[[ RECORDS SUPPLIED open ]]

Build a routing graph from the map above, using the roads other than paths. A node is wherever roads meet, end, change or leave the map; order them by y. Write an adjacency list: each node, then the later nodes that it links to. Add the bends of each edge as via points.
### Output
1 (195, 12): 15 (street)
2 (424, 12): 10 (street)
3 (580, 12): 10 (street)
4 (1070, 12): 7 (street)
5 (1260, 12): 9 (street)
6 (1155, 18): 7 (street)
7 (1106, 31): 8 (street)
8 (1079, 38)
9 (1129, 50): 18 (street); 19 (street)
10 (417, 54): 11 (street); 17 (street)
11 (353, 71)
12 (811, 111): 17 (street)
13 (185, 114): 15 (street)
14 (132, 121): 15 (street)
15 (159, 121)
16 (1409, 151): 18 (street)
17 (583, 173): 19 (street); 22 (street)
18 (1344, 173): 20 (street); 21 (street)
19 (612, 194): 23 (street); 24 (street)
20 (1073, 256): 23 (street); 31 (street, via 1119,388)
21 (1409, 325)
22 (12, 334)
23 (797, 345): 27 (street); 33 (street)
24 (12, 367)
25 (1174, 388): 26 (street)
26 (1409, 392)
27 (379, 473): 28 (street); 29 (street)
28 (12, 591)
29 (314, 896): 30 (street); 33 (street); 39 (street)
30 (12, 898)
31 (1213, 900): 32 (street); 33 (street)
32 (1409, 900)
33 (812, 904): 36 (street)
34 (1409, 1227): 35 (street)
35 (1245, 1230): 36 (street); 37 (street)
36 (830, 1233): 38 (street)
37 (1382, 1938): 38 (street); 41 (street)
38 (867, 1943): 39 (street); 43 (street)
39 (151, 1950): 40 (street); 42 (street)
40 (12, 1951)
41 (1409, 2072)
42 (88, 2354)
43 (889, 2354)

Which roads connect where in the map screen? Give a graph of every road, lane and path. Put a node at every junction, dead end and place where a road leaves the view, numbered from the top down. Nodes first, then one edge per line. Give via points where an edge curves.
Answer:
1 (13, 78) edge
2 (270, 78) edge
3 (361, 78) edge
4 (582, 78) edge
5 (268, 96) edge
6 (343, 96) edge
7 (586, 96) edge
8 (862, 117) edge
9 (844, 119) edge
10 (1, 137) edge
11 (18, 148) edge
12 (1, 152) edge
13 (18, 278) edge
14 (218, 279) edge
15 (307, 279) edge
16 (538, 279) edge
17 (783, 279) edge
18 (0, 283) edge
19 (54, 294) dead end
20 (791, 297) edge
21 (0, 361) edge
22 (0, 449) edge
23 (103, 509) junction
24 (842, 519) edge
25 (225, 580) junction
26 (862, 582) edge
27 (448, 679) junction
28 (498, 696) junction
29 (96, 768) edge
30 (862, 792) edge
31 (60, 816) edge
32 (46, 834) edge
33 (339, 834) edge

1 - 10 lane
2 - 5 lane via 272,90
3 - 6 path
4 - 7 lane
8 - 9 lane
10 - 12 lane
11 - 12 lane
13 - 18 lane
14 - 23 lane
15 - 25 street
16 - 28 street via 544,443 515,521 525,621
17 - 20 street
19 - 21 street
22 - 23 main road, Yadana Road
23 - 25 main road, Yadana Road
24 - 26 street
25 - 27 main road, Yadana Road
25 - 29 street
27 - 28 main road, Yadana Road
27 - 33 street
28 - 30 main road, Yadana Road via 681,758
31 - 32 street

[[ RECORDS SUPPLIED closed ]]

■ TASK DETAILS
Looking back over the listing above, how many lines include the word "points"? Give the number and nothing more.

■ EXERCISE RESULT
2